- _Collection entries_
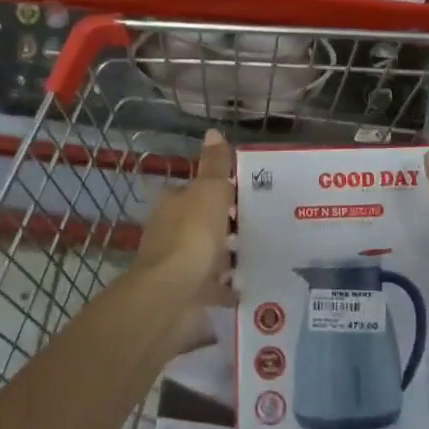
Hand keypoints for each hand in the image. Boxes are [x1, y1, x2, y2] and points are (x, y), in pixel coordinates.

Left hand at [135, 130, 235, 352]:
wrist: (171, 296)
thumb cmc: (192, 235)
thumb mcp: (210, 191)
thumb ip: (215, 165)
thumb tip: (212, 131)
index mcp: (172, 204)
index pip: (193, 190)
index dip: (215, 190)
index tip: (242, 192)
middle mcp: (169, 232)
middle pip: (200, 222)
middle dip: (223, 224)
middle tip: (257, 223)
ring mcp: (176, 266)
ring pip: (206, 255)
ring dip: (225, 255)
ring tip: (258, 253)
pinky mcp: (186, 295)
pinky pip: (212, 287)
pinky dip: (226, 287)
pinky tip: (248, 286)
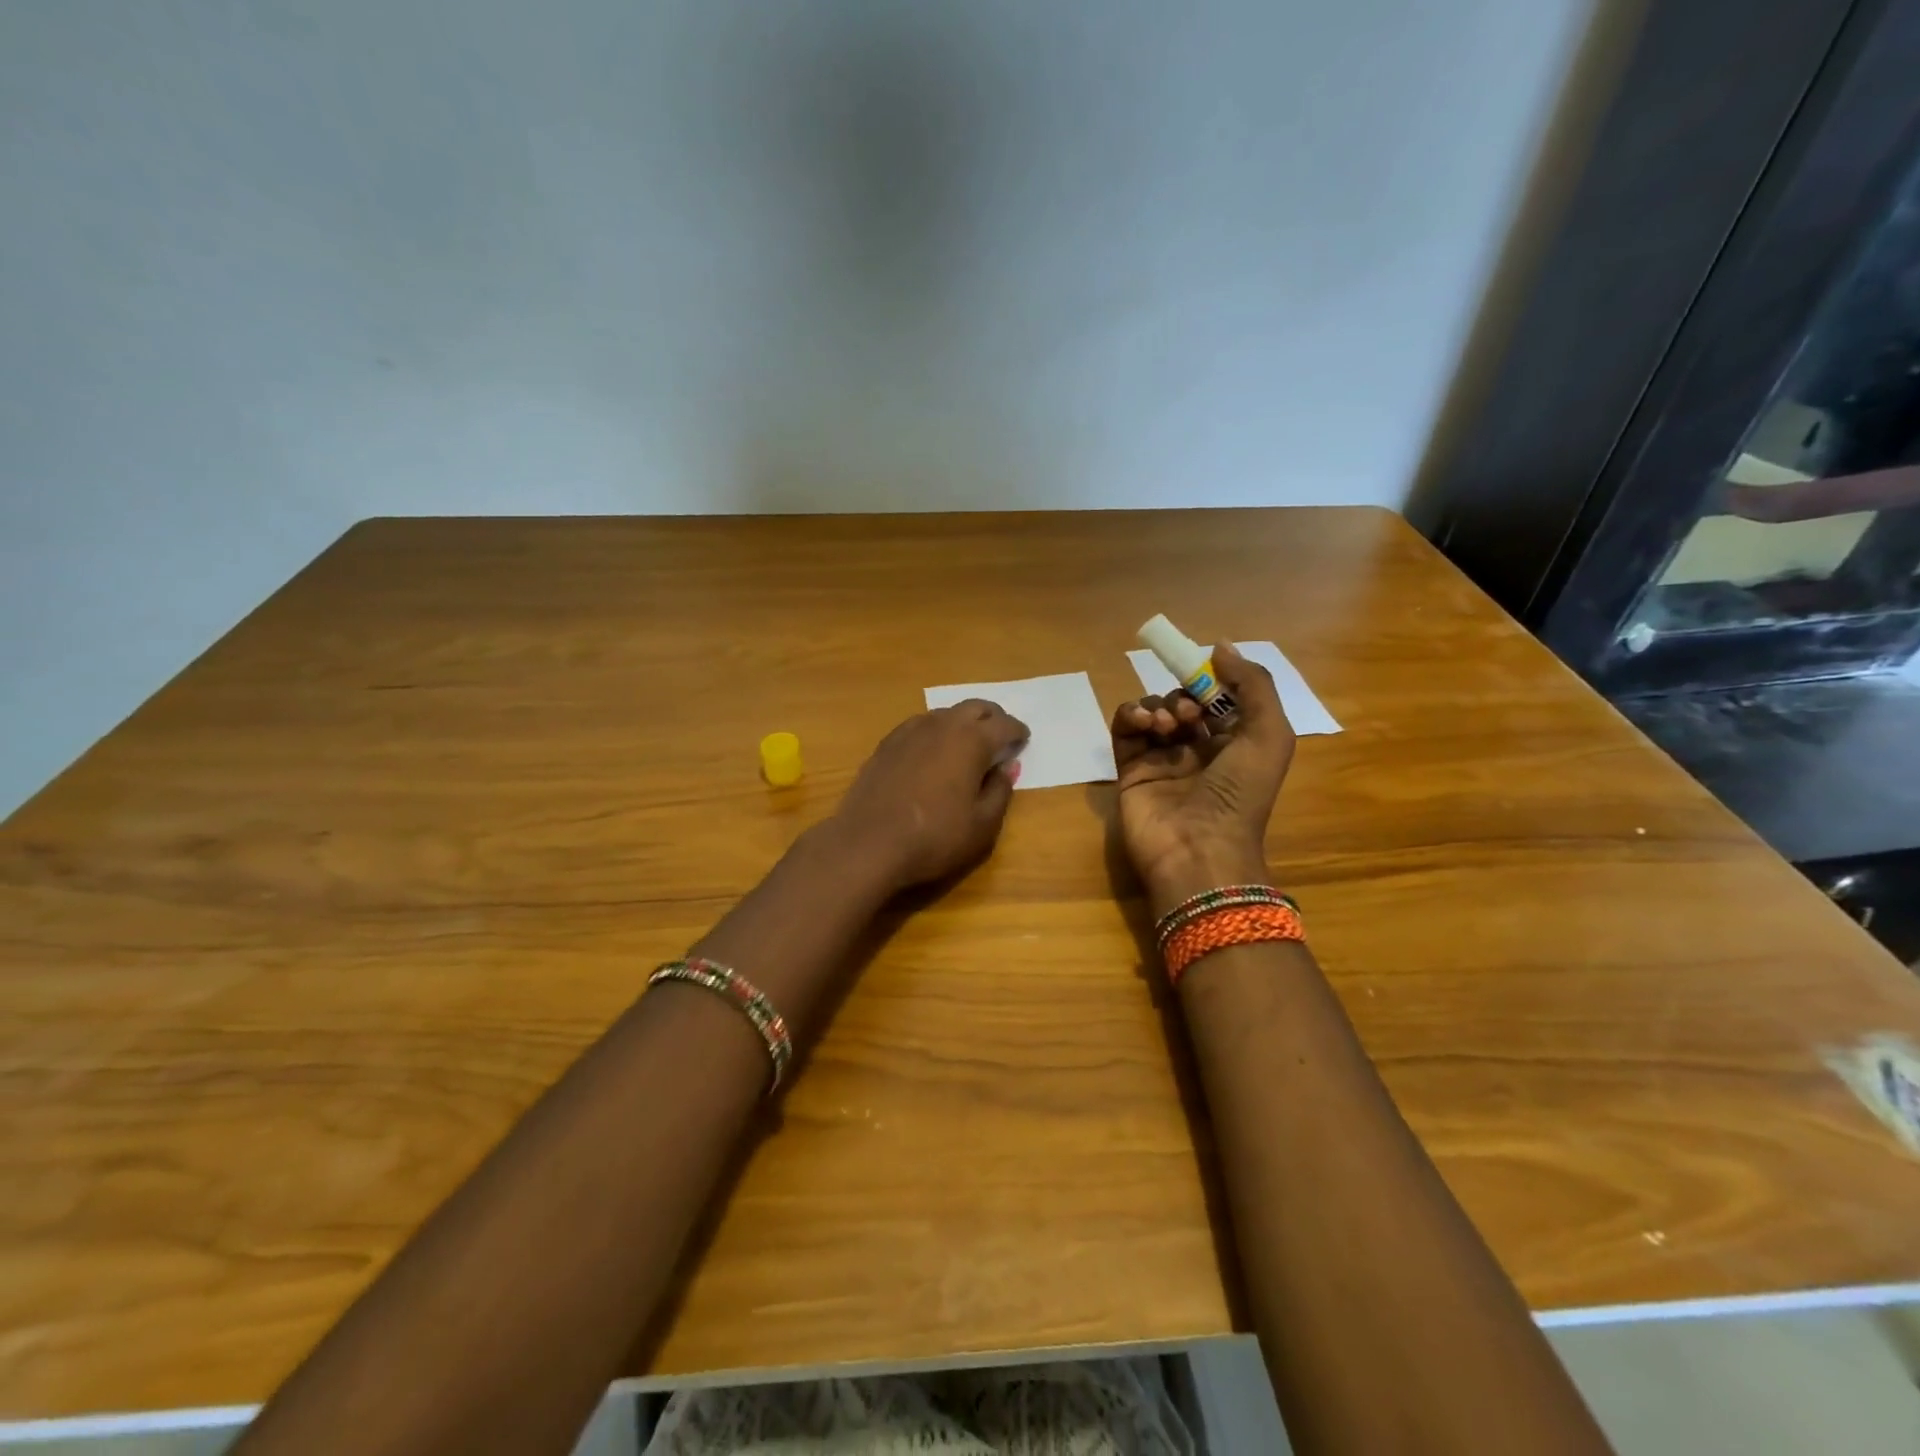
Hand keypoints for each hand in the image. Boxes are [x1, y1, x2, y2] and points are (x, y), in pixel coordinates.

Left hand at [832, 700, 1029, 891]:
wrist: (867, 844)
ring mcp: (910, 731)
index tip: (1024, 740)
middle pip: (975, 707)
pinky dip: (935, 731)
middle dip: (993, 717)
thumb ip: (1000, 791)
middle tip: (1001, 733)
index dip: (1018, 731)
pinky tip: (932, 750)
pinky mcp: (886, 744)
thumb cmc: (934, 838)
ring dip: (962, 722)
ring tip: (968, 742)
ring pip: (945, 713)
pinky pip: (920, 726)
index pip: (1004, 725)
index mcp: (971, 741)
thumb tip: (1007, 766)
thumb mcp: (983, 825)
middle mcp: (942, 726)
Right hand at [1111, 641, 1295, 909]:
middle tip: (1187, 713)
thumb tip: (1220, 646)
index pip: (1220, 699)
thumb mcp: (1269, 735)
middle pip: (1184, 702)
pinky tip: (1141, 723)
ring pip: (1154, 711)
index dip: (1212, 681)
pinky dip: (1130, 716)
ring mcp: (1162, 759)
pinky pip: (1125, 729)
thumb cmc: (1240, 794)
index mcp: (1236, 744)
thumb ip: (1253, 685)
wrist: (1198, 850)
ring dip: (1158, 706)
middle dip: (1184, 696)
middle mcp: (1199, 750)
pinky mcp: (1130, 769)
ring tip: (1164, 726)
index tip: (1204, 672)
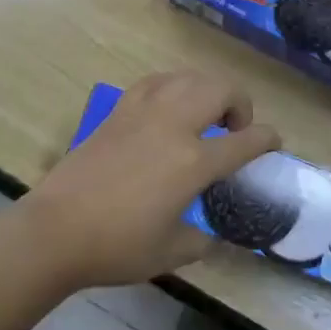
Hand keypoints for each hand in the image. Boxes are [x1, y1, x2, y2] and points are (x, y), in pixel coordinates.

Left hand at [19, 70, 280, 290]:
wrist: (56, 229)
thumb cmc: (116, 246)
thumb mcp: (169, 252)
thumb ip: (200, 241)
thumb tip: (212, 239)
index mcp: (193, 162)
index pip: (245, 141)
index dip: (267, 139)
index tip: (274, 142)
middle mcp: (174, 126)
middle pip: (220, 89)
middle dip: (239, 102)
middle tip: (235, 128)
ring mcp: (144, 112)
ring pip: (188, 77)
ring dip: (207, 89)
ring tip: (205, 113)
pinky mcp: (119, 110)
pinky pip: (156, 82)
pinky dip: (173, 86)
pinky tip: (169, 105)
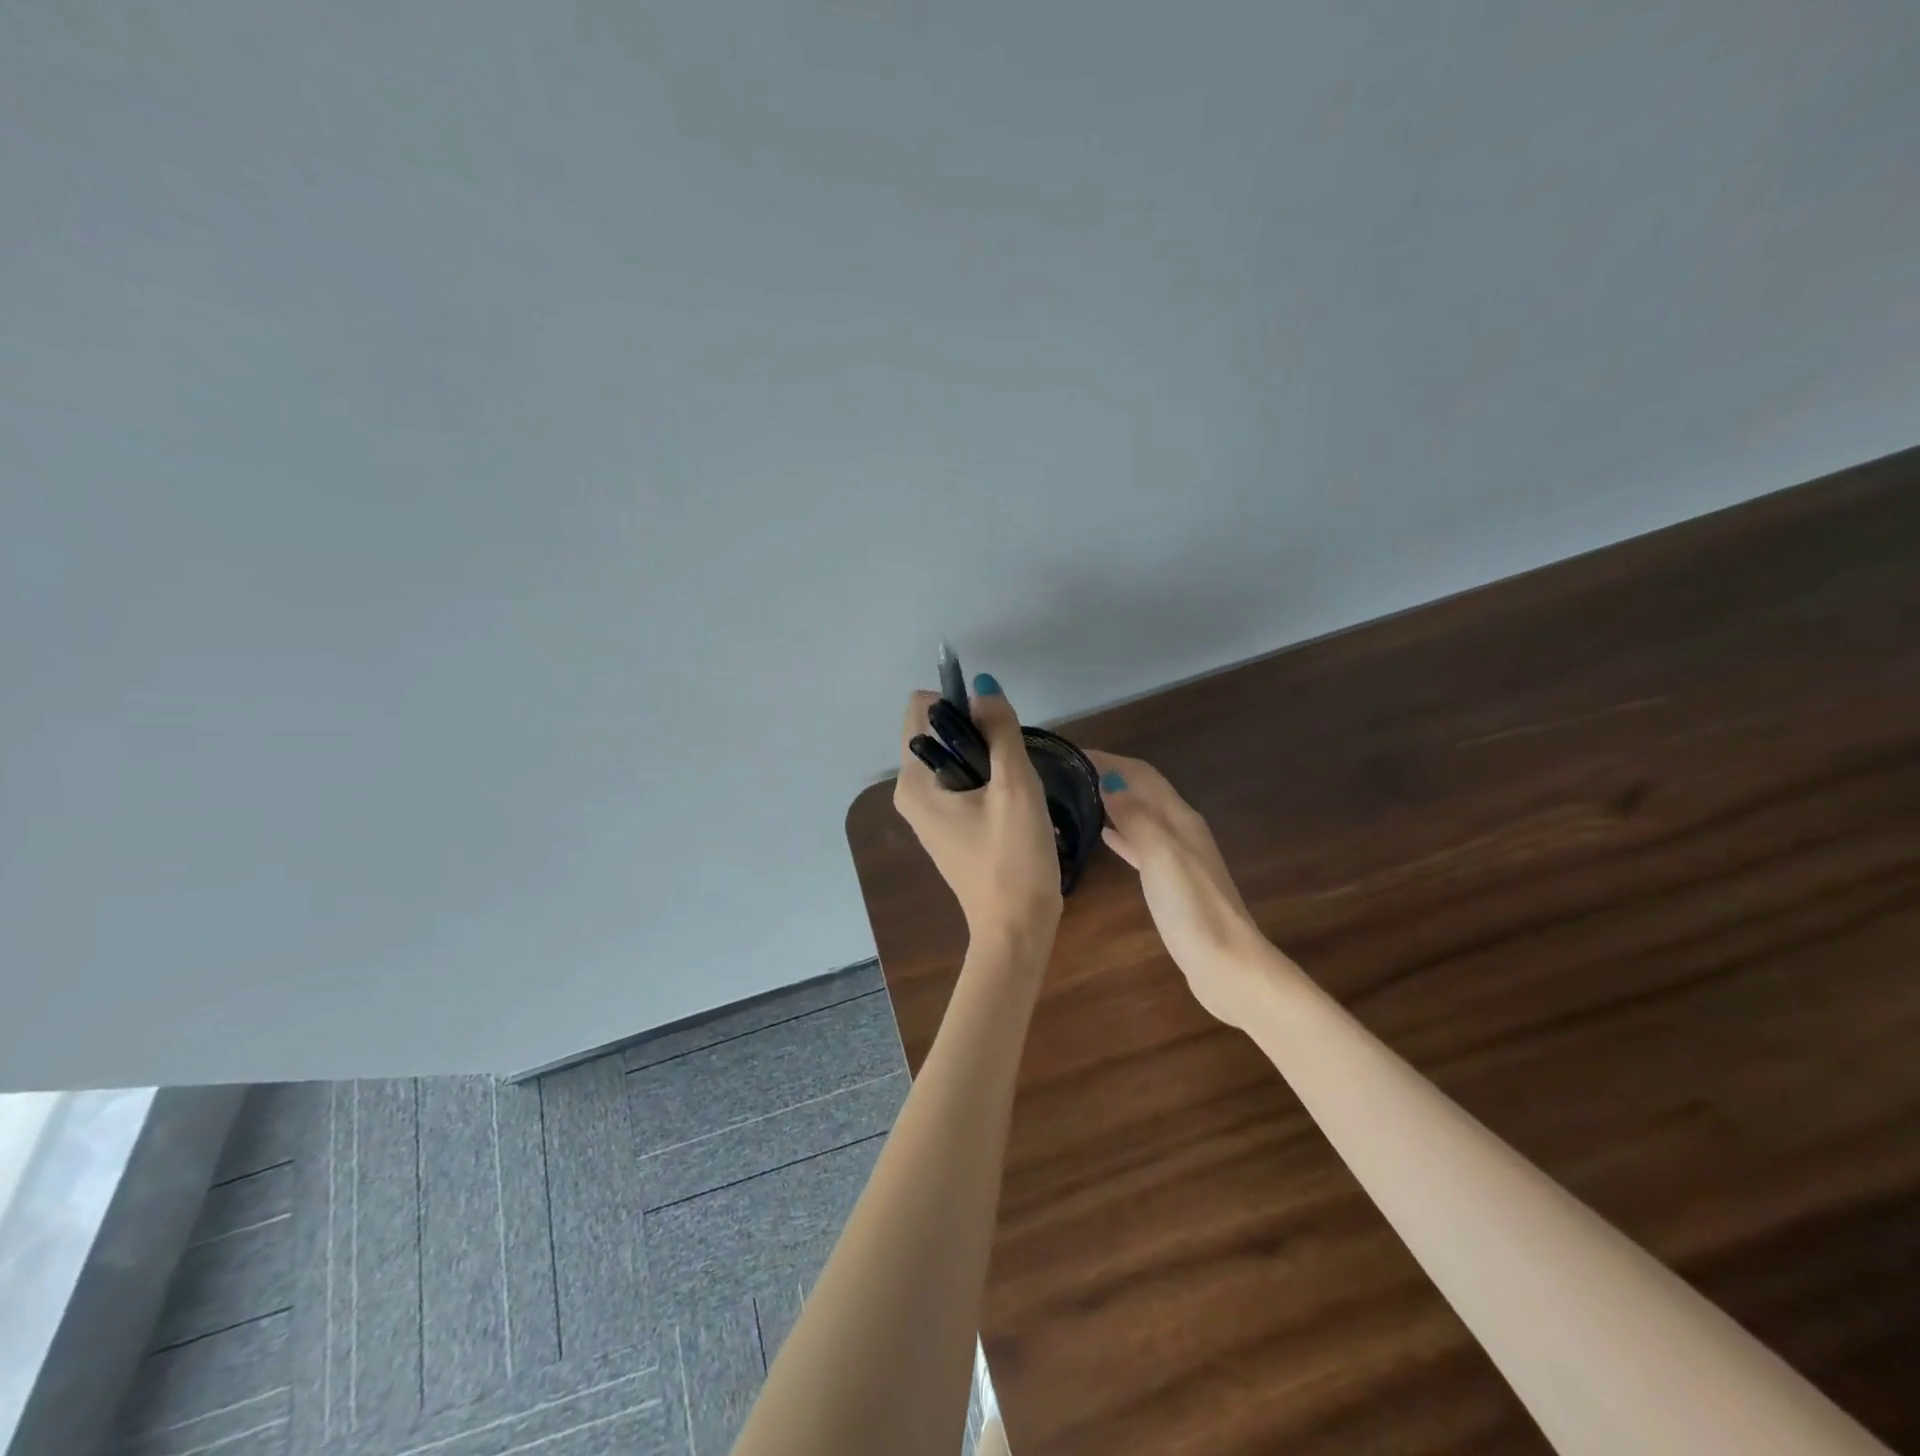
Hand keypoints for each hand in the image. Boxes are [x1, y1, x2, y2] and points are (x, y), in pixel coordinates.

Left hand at [894, 675, 1063, 950]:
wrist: (1016, 927)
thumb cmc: (1014, 857)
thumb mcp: (1015, 786)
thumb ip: (1001, 730)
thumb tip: (983, 686)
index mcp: (913, 780)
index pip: (921, 708)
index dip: (961, 706)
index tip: (996, 732)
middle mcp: (909, 791)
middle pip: (938, 731)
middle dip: (976, 734)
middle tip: (1009, 768)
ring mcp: (926, 811)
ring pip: (953, 756)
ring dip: (985, 758)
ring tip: (1012, 790)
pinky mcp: (945, 826)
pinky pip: (960, 781)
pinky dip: (984, 779)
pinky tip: (1009, 805)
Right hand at [1088, 750, 1270, 1026]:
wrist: (1226, 964)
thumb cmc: (1192, 907)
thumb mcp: (1161, 855)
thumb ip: (1135, 818)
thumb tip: (1107, 784)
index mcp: (1179, 818)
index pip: (1141, 775)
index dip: (1109, 761)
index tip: (1072, 755)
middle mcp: (1180, 830)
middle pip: (1142, 791)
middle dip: (1109, 777)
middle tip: (1068, 775)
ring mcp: (1177, 857)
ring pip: (1140, 816)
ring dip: (1113, 803)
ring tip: (1077, 799)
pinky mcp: (1171, 882)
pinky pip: (1141, 845)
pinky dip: (1122, 834)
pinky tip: (1104, 837)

- _YOUR OBJECTIVE_
Exactly one number is the expected answer: the count of lines in the entries where the word "hand" is found.

- _YOUR SOLUTION_
10